The entries below must be transcribed exactly. Leave nothing out.

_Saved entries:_
# # # # #

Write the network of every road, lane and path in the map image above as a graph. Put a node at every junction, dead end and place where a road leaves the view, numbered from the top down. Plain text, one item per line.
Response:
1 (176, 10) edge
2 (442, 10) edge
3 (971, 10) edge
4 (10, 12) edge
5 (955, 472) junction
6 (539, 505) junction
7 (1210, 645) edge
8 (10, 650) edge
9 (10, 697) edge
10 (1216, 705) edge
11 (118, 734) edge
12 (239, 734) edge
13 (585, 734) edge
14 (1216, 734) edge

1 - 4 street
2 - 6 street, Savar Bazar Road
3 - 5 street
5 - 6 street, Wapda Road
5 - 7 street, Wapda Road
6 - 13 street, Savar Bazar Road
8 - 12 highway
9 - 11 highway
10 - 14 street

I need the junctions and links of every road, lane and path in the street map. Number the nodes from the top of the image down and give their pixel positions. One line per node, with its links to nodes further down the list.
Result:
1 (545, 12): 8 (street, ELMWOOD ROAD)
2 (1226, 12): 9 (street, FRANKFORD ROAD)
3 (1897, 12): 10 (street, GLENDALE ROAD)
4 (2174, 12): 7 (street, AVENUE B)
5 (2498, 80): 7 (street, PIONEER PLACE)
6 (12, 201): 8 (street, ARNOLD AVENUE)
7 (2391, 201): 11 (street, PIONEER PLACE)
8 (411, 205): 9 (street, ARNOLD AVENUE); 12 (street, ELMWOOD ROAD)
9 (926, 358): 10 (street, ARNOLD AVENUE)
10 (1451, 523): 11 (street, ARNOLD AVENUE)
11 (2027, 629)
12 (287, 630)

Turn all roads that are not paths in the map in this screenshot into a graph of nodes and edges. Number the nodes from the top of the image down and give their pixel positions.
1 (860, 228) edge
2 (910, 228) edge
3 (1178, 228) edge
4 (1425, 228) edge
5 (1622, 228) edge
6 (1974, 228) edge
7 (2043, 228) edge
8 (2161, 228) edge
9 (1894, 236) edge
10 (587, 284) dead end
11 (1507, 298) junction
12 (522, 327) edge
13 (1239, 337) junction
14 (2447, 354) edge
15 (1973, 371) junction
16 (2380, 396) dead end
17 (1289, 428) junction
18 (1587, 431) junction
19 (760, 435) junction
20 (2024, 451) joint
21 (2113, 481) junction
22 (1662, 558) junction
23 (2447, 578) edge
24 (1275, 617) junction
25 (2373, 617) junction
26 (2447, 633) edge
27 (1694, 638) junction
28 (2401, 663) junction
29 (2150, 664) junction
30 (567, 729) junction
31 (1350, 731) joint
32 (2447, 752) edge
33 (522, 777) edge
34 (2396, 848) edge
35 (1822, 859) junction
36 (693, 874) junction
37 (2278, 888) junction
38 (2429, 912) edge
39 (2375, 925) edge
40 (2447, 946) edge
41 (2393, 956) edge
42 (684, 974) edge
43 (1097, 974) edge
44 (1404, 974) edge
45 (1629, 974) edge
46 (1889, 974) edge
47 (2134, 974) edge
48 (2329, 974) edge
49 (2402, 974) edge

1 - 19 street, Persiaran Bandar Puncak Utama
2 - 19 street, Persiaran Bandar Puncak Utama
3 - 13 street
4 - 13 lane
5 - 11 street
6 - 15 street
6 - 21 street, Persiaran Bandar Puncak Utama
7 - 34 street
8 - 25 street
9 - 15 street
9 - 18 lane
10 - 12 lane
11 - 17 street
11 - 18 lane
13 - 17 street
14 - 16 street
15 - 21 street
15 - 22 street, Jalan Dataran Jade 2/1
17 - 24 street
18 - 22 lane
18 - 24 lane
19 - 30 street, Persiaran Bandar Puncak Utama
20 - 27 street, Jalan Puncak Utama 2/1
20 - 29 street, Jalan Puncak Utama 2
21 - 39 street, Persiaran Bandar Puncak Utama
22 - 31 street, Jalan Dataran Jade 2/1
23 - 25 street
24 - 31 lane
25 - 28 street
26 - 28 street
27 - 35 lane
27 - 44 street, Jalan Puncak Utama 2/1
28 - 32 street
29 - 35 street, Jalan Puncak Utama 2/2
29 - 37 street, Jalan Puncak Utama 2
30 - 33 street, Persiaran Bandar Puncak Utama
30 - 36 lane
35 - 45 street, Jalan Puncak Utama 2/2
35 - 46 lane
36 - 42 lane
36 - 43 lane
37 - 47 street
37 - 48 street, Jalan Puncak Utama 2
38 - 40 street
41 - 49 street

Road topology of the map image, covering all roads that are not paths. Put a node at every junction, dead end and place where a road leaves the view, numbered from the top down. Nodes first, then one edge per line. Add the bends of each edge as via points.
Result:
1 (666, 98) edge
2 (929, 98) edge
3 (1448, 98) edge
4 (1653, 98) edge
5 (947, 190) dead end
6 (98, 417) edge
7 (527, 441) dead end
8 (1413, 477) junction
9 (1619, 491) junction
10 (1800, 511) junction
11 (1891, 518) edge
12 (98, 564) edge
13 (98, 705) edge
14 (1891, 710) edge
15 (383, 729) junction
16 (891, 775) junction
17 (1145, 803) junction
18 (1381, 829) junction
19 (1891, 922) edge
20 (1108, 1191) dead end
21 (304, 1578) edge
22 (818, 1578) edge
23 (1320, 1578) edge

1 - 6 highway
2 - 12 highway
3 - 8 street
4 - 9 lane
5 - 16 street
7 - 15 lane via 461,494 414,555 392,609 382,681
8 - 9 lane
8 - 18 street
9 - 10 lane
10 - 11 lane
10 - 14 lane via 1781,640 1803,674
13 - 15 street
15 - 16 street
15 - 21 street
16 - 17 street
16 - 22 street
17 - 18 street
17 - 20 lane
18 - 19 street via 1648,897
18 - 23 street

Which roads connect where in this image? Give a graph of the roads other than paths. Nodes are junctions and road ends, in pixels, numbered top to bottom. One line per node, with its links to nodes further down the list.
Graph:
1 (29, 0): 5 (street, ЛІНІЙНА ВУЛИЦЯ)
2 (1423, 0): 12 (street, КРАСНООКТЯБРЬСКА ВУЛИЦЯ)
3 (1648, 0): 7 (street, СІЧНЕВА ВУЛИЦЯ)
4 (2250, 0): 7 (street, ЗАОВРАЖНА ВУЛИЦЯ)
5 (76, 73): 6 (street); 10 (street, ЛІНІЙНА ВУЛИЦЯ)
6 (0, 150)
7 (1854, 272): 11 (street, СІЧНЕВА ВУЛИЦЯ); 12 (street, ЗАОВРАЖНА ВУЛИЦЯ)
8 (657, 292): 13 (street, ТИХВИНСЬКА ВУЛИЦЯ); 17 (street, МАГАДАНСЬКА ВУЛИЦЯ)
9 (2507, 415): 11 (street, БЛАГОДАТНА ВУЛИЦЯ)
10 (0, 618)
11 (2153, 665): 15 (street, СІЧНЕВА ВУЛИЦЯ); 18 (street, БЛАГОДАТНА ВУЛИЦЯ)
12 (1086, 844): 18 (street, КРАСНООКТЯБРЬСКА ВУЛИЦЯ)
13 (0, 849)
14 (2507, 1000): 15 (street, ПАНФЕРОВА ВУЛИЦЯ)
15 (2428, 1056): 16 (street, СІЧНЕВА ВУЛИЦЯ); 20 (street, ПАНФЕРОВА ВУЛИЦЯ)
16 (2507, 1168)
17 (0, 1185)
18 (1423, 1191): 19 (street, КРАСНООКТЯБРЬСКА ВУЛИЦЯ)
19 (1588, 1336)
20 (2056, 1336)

# # # # #

_Exercise answer:_
Write the network of every road, lane and path in the map image above as a graph. Put a node at every junction, dead end and place where a road leaves the view, numbered from the top down. Plain text, one item per line.
Response:
1 (176, 10) edge
2 (442, 10) edge
3 (971, 10) edge
4 (10, 12) edge
5 (955, 472) junction
6 (539, 505) junction
7 (1210, 645) edge
8 (10, 650) edge
9 (10, 697) edge
10 (1216, 705) edge
11 (118, 734) edge
12 (239, 734) edge
13 (585, 734) edge
14 (1216, 734) edge

1 - 4 street
2 - 6 street, Savar Bazar Road
3 - 5 street
5 - 6 street, Wapda Road
5 - 7 street, Wapda Road
6 - 13 street, Savar Bazar Road
8 - 12 highway
9 - 11 highway
10 - 14 street

I need the junctions and links of every road, lane and path in the street map. Number the nodes from the top of the image down and give their pixel positions. One line per node, with its links to nodes further down the list.
Result:
1 (545, 12): 8 (street, ELMWOOD ROAD)
2 (1226, 12): 9 (street, FRANKFORD ROAD)
3 (1897, 12): 10 (street, GLENDALE ROAD)
4 (2174, 12): 7 (street, AVENUE B)
5 (2498, 80): 7 (street, PIONEER PLACE)
6 (12, 201): 8 (street, ARNOLD AVENUE)
7 (2391, 201): 11 (street, PIONEER PLACE)
8 (411, 205): 9 (street, ARNOLD AVENUE); 12 (street, ELMWOOD ROAD)
9 (926, 358): 10 (street, ARNOLD AVENUE)
10 (1451, 523): 11 (street, ARNOLD AVENUE)
11 (2027, 629)
12 (287, 630)

Turn all roads that are not paths in the map in this screenshot into a graph of nodes and edges. Number the nodes from the top of the image down and give their pixel positions.
1 (860, 228) edge
2 (910, 228) edge
3 (1178, 228) edge
4 (1425, 228) edge
5 (1622, 228) edge
6 (1974, 228) edge
7 (2043, 228) edge
8 (2161, 228) edge
9 (1894, 236) edge
10 (587, 284) dead end
11 (1507, 298) junction
12 (522, 327) edge
13 (1239, 337) junction
14 (2447, 354) edge
15 (1973, 371) junction
16 (2380, 396) dead end
17 (1289, 428) junction
18 (1587, 431) junction
19 (760, 435) junction
20 (2024, 451) joint
21 (2113, 481) junction
22 (1662, 558) junction
23 (2447, 578) edge
24 (1275, 617) junction
25 (2373, 617) junction
26 (2447, 633) edge
27 (1694, 638) junction
28 (2401, 663) junction
29 (2150, 664) junction
30 (567, 729) junction
31 (1350, 731) joint
32 (2447, 752) edge
33 (522, 777) edge
34 (2396, 848) edge
35 (1822, 859) junction
36 (693, 874) junction
37 (2278, 888) junction
38 (2429, 912) edge
39 (2375, 925) edge
40 (2447, 946) edge
41 (2393, 956) edge
42 (684, 974) edge
43 (1097, 974) edge
44 (1404, 974) edge
45 (1629, 974) edge
46 (1889, 974) edge
47 (2134, 974) edge
48 (2329, 974) edge
49 (2402, 974) edge

1 - 19 street, Persiaran Bandar Puncak Utama
2 - 19 street, Persiaran Bandar Puncak Utama
3 - 13 street
4 - 13 lane
5 - 11 street
6 - 15 street
6 - 21 street, Persiaran Bandar Puncak Utama
7 - 34 street
8 - 25 street
9 - 15 street
9 - 18 lane
10 - 12 lane
11 - 17 street
11 - 18 lane
13 - 17 street
14 - 16 street
15 - 21 street
15 - 22 street, Jalan Dataran Jade 2/1
17 - 24 street
18 - 22 lane
18 - 24 lane
19 - 30 street, Persiaran Bandar Puncak Utama
20 - 27 street, Jalan Puncak Utama 2/1
20 - 29 street, Jalan Puncak Utama 2
21 - 39 street, Persiaran Bandar Puncak Utama
22 - 31 street, Jalan Dataran Jade 2/1
23 - 25 street
24 - 31 lane
25 - 28 street
26 - 28 street
27 - 35 lane
27 - 44 street, Jalan Puncak Utama 2/1
28 - 32 street
29 - 35 street, Jalan Puncak Utama 2/2
29 - 37 street, Jalan Puncak Utama 2
30 - 33 street, Persiaran Bandar Puncak Utama
30 - 36 lane
35 - 45 street, Jalan Puncak Utama 2/2
35 - 46 lane
36 - 42 lane
36 - 43 lane
37 - 47 street
37 - 48 street, Jalan Puncak Utama 2
38 - 40 street
41 - 49 street

Road topology of the map image, covering all roads that are not paths. Put a node at every junction, dead end and place where a road leaves the view, numbered from the top down. Nodes first, then one edge per line. Add the bends of each edge as via points.
Result:
1 (666, 98) edge
2 (929, 98) edge
3 (1448, 98) edge
4 (1653, 98) edge
5 (947, 190) dead end
6 (98, 417) edge
7 (527, 441) dead end
8 (1413, 477) junction
9 (1619, 491) junction
10 (1800, 511) junction
11 (1891, 518) edge
12 (98, 564) edge
13 (98, 705) edge
14 (1891, 710) edge
15 (383, 729) junction
16 (891, 775) junction
17 (1145, 803) junction
18 (1381, 829) junction
19 (1891, 922) edge
20 (1108, 1191) dead end
21 (304, 1578) edge
22 (818, 1578) edge
23 (1320, 1578) edge

1 - 6 highway
2 - 12 highway
3 - 8 street
4 - 9 lane
5 - 16 street
7 - 15 lane via 461,494 414,555 392,609 382,681
8 - 9 lane
8 - 18 street
9 - 10 lane
10 - 11 lane
10 - 14 lane via 1781,640 1803,674
13 - 15 street
15 - 16 street
15 - 21 street
16 - 17 street
16 - 22 street
17 - 18 street
17 - 20 lane
18 - 19 street via 1648,897
18 - 23 street

Which roads connect where in this image? Give a graph of the roads other than paths. Nodes are junctions and road ends, in pixels, numbered top to bottom. One line per node, with its links to nodes further down the list.
Graph:
1 (29, 0): 5 (street, ЛІНІЙНА ВУЛИЦЯ)
2 (1423, 0): 12 (street, КРАСНООКТЯБРЬСКА ВУЛИЦЯ)
3 (1648, 0): 7 (street, СІЧНЕВА ВУЛИЦЯ)
4 (2250, 0): 7 (street, ЗАОВРАЖНА ВУЛИЦЯ)
5 (76, 73): 6 (street); 10 (street, ЛІНІЙНА ВУЛИЦЯ)
6 (0, 150)
7 (1854, 272): 11 (street, СІЧНЕВА ВУЛИЦЯ); 12 (street, ЗАОВРАЖНА ВУЛИЦЯ)
8 (657, 292): 13 (street, ТИХВИНСЬКА ВУЛИЦЯ); 17 (street, МАГАДАНСЬКА ВУЛИЦЯ)
9 (2507, 415): 11 (street, БЛАГОДАТНА ВУЛИЦЯ)
10 (0, 618)
11 (2153, 665): 15 (street, СІЧНЕВА ВУЛИЦЯ); 18 (street, БЛАГОДАТНА ВУЛИЦЯ)
12 (1086, 844): 18 (street, КРАСНООКТЯБРЬСКА ВУЛИЦЯ)
13 (0, 849)
14 (2507, 1000): 15 (street, ПАНФЕРОВА ВУЛИЦЯ)
15 (2428, 1056): 16 (street, СІЧНЕВА ВУЛИЦЯ); 20 (street, ПАНФЕРОВА ВУЛИЦЯ)
16 (2507, 1168)
17 (0, 1185)
18 (1423, 1191): 19 (street, КРАСНООКТЯБРЬСКА ВУЛИЦЯ)
19 (1588, 1336)
20 (2056, 1336)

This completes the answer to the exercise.